Cosmic Latte L. Edgar Otto Aug. 3, 2010

I'm sitting by the river on a muggy day
where I wrote so many of my lost poems
My second time fallen through the snakes
in the street, the morning dew heavy for my eyes

I am like the young playwright, Shakespeare
in a parallel universe living off the original poet
To solve a glitch in a paradox of traveling time
I would feel but a shadow of those poems
Plagiarizing myself if I could recall them
but even then the manuscript is lost to the cosmic latte

I recall reading them out loud to the morning's wildlife
Drops of tears on paper, gentle rain under the cottonwood

* * *

ThePeSla

L. Edgar Otto said...

I forgot some lines, sorry

Cosmic Latte L. Edgar Otto Aug. 3, 2010

I'm sitting by the river on a muggy day
where I wrote so many of my lost poems
My second time fallen through the snakes
Phoenix again to climb the ladders
in the street, the morning dew heavy for my eyes
Inky running water colors

I am like the young playwright, Shakespeare
in a parallel universe living off the original poet
To solve a glitch in a paradox of traveling time
I would feel but a shadow of those poems
Plagiarizing myself if I could recall them
but even then the manuscript is lost to the cosmic latte

I recall reading them out loud to the morning's wildlife
Drops of tears on paper, gentle rain under the cottonwood

* * * Good luck on your travels, of course you keep a journal and I found it good therapy as long as it does not detract from love and life.

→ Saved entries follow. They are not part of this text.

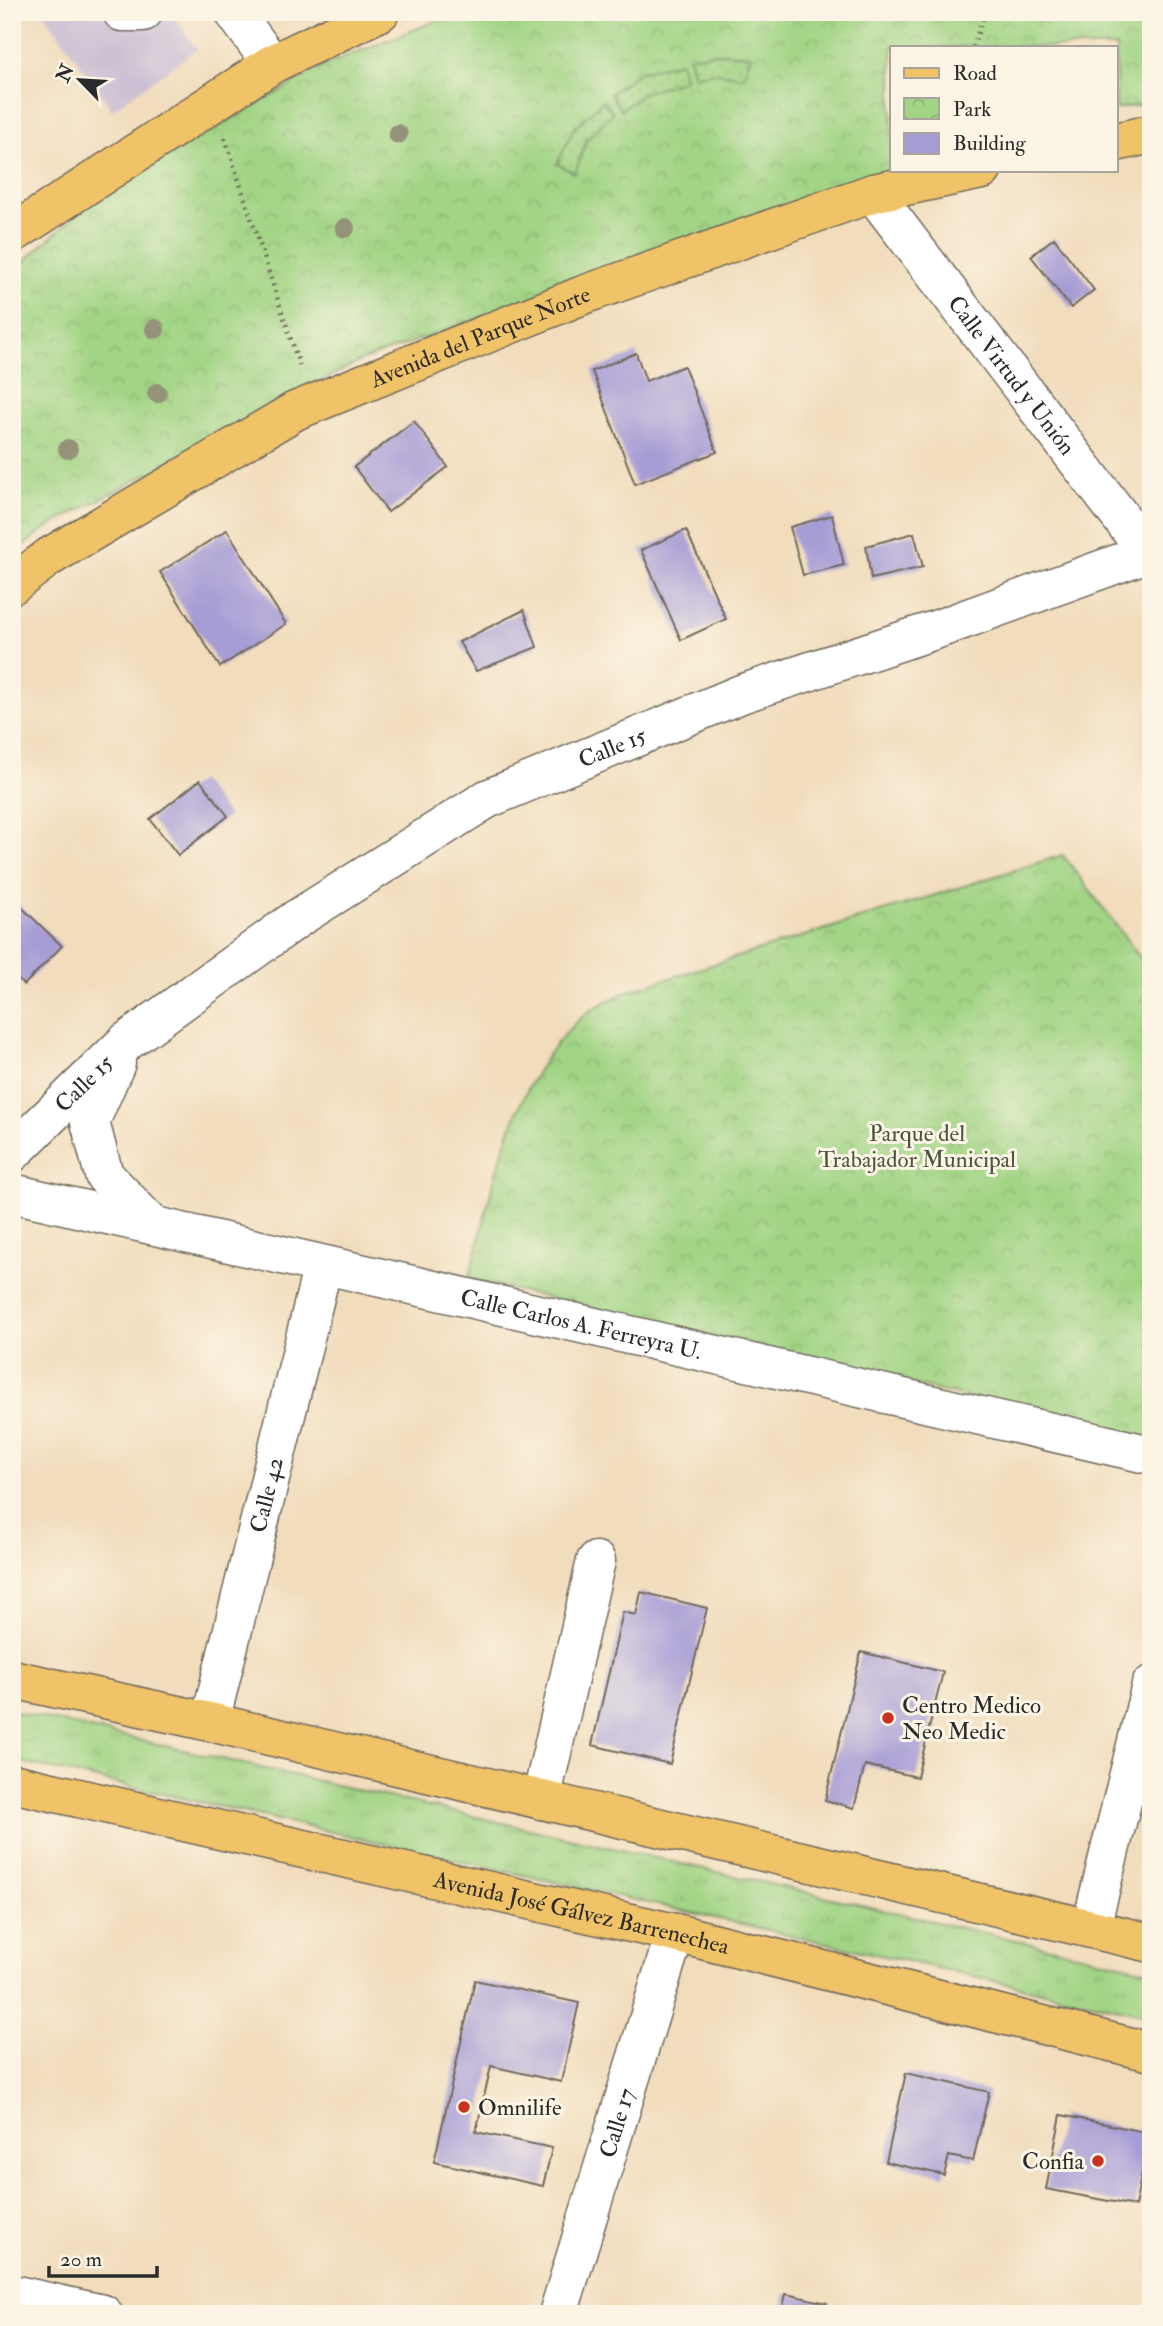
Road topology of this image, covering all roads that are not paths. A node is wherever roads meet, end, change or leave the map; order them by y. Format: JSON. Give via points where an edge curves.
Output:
{"nodes":[{"id":1,"x":122,"y":12,"type":"edge"},
{"id":2,"x":143,"y":12,"type":"edge"},
{"id":3,"x":234,"y":12,"type":"edge"},
{"id":4,"x":380,"y":12,"type":"edge"},
{"id":5,"x":272,"y":64,"type":"junction"},
{"id":6,"x":1151,"y":134,"type":"edge"},
{"id":7,"x":1118,"y":142,"type":"edge"},
{"id":8,"x":973,"y":172,"type":"edge"},
{"id":9,"x":873,"y":193,"type":"junction"},
{"id":10,"x":12,"y":234,"type":"edge"},
{"id":11,"x":1149,"y":555,"type":"edge"},
{"id":12,"x":12,"y":585,"type":"edge"},
{"id":13,"x":126,"y":1042,"type":"junction"},
{"id":14,"x":12,"y":1153,"type":"edge"},
{"id":15,"x":12,"y":1193,"type":"edge"},
{"id":16,"x":152,"y":1225,"type":"junction"},
{"id":17,"x":323,"y":1265,"type":"junction"},
{"id":18,"x":1151,"y":1455,"type":"edge"},
{"id":19,"x":596,"y":1561,"type":"dead end"},
{"id":20,"x":12,"y":1679,"type":"edge"},
{"id":21,"x":1151,"y":1685,"type":"edge"},
{"id":22,"x":210,"y":1722,"type":"junction"},
{"id":23,"x":12,"y":1783,"type":"edge"},
{"id":24,"x":541,"y":1800,"type":"junction"},
{"id":25,"x":1091,"y":1927,"type":"junction"},
{"id":26,"x":675,"y":1933,"type":"junction"},
{"id":27,"x":1151,"y":1943,"type":"edge"},
{"id":28,"x":1151,"y":2052,"type":"edge"},
{"id":29,"x":18,"y":2301,"type":"edge"},
{"id":30,"x":103,"y":2314,"type":"edge"},
{"id":31,"x":558,"y":2314,"type":"edge"}],
"edges":[{"from":1,"to":2,"type":"street"},
{"from":3,"to":5,"type":"street"},
{"from":4,"to":5,"type":"main road"},
{"from":5,"to":10,"type":"main road"},
{"from":6,"to":7,"type":"main road"},
{"from":8,"to":9,"type":"main road","name":"Avenida del Parque Norte"},
{"from":9,"to":11,"type":"street","name":"Calle Virtud y Unión"},
{"from":9,"to":12,"type":"main road","name":"Avenida del Parque Norte","via":[[583,296],[312,404],[49,557]]},
{"from":11,"to":13,"type":"street","name":"Calle 15","via":[[741,694],[487,799],[298,918]]},
{"from":13,"to":14,"type":"street","name":"Calle 15"},
{"from":13,"to":16,"type":"street","name":"Calle 15","via":[[90,1122],[104,1175]]},
{"from":15,"to":16,"type":"street","name":"Calle Carlos A. Ferreyra U."},
{"from":16,"to":17,"type":"street","name":"Calle Carlos A. Ferreyra U."},
{"from":17,"to":18,"type":"street","name":"Calle Carlos A. Ferreyra U."},
{"from":17,"to":22,"type":"street","name":"Calle 42"},
{"from":19,"to":24,"type":"street"},
{"from":20,"to":22,"type":"main road"},
{"from":21,"to":25,"type":"street"},
{"from":22,"to":24,"type":"main road"},
{"from":23,"to":26,"type":"main road","name":"Avenida José Gálvez Barrenechea"},
{"from":24,"to":25,"type":"main road"},
{"from":25,"to":27,"type":"main road"},
{"from":26,"to":28,"type":"main road","name":"Avenida José Gálvez Barrenechea"},
{"from":26,"to":31,"type":"street","name":"Calle 17"},
{"from":29,"to":30,"type":"street"}]}
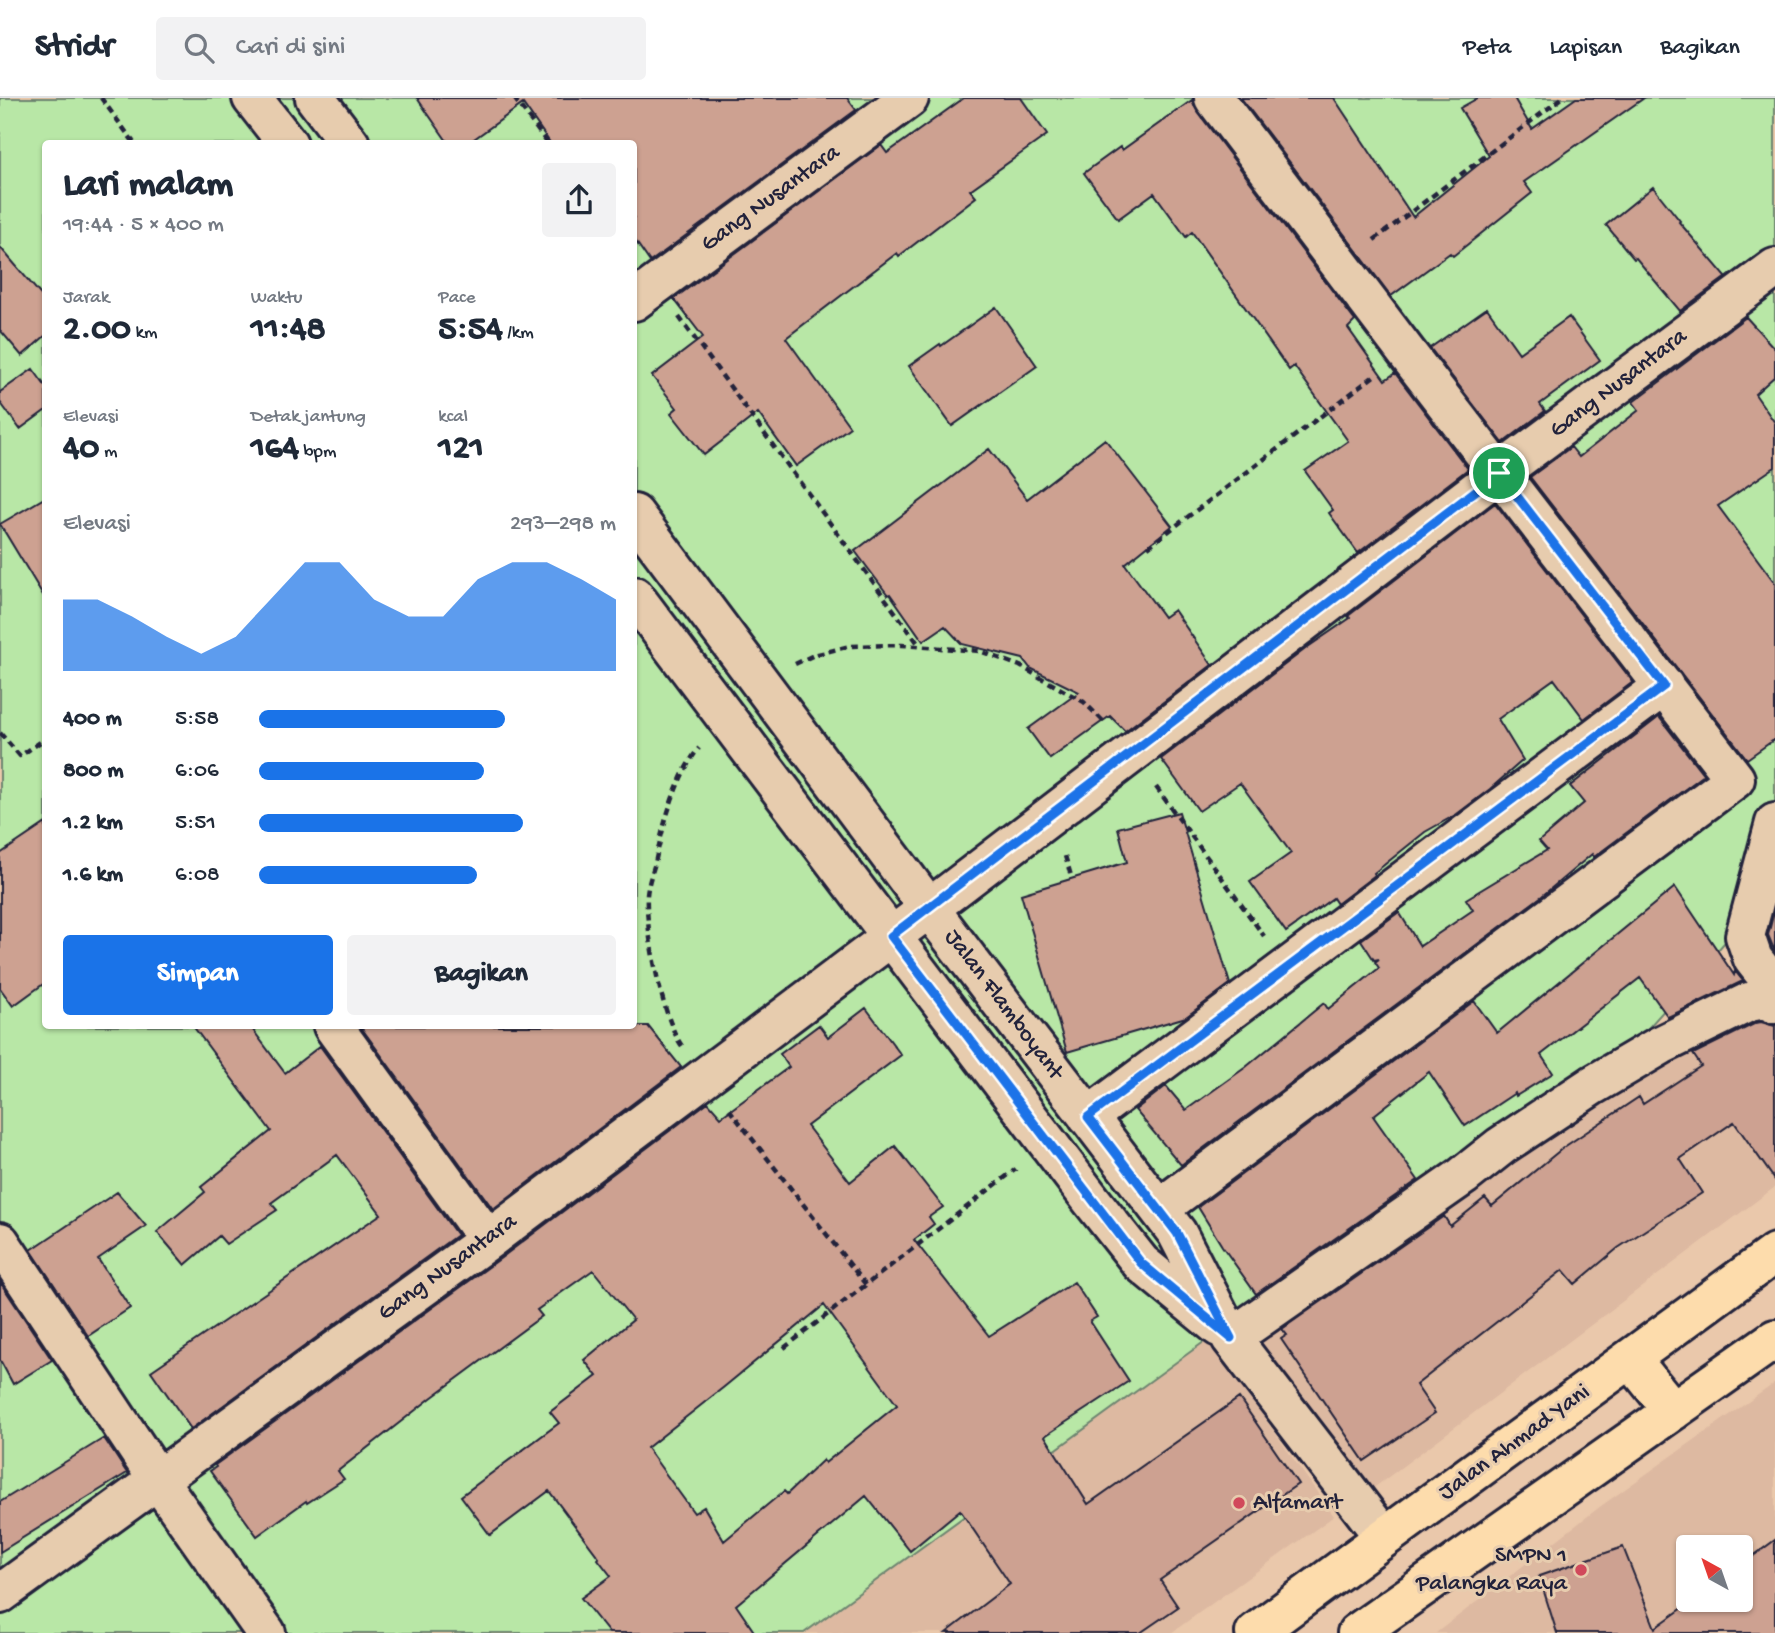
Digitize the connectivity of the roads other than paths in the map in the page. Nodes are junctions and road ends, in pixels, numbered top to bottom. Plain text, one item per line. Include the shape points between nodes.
1 (253, 98) edge
2 (909, 98) edge
3 (1214, 98) edge
4 (317, 100) edge
5 (283, 138) edge
6 (347, 140) edge
7 (1775, 268) edge
8 (644, 293) edge
9 (1499, 473) junction
10 (637, 518) edge
11 (692, 592) junction
12 (644, 609) edge
13 (1664, 686) junction
14 (1775, 822) edge
15 (937, 902) junction
16 (891, 936) junction
17 (1775, 987) edge
18 (1775, 1004) edge
19 (334, 1029) edge
20 (1088, 1117) junction
21 (1131, 1172) junction
22 (1092, 1201) junction
23 (1159, 1209) junction
24 (488, 1240) junction
25 (0, 1242) edge
26 (1775, 1253) edge
27 (1231, 1338) junction
28 (1775, 1339) edge
29 (1631, 1359) junction
30 (1673, 1411) junction
31 (158, 1480) junction
32 (1384, 1537) junction
33 (0, 1594) edge
34 (267, 1633) edge
35 (1255, 1633) edge
36 (1357, 1633) edge

1 - 5 street
2 - 8 street, Gang Nusantara
3 - 9 street
4 - 5 street
4 - 6 street
7 - 9 street, Gang Nusantara
9 - 13 street
9 - 15 street, Gang Nusantara
10 - 11 street, Jalan Flamboyant
11 - 12 street
11 - 15 street, Jalan Flamboyant
12 - 16 street, Jalan Flamboyant
13 - 20 street
13 - 23 street via 1735,779
14 - 17 street via 1745,936 1753,959
15 - 16 street, Gang Nusantara
15 - 20 street, Jalan Flamboyant
16 - 22 street, Jalan Flamboyant
16 - 24 street, Gang Nusantara
18 - 27 street via 1763,999 1749,1002 1593,1085
19 - 24 street
20 - 21 street, Jalan Flamboyant
21 - 22 street
21 - 23 street, Jalan Flamboyant
22 - 27 street, Jalan Flamboyant via 1141,1263
23 - 27 street, Jalan Flamboyant via 1177,1233
24 - 31 street, Gang Nusantara
25 - 31 street
26 - 29 main road, Jalan Ahmad Yani
27 - 32 street, Jalan Flamboyant
28 - 30 main road
29 - 30 main road
29 - 32 main road, Jalan Ahmad Yani
30 - 36 main road
31 - 33 street, Gang Nusantara
31 - 34 street
32 - 35 main road, Jalan Ahmad Yani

Margaret and Andrew said...

I had a journal I kept high school through college.
i burned it

Yep I did. so that noone could ever read it

Steven said...

They would think I was a raving lunatic. LOL

Well maybe not, but I was a confused young man searching for the meaning of everything, searching for himself and trying to find his place in the world. It was all so long ago and so much has changed.

It's good to go read those journals every now and then. It's a good reminder of how far we've come and how hard we worked to get here. The evolution of our personal life is a precious thing. Everything we've ever experienced is what has brought us to this moment in time, and it's this moment in time that's most important.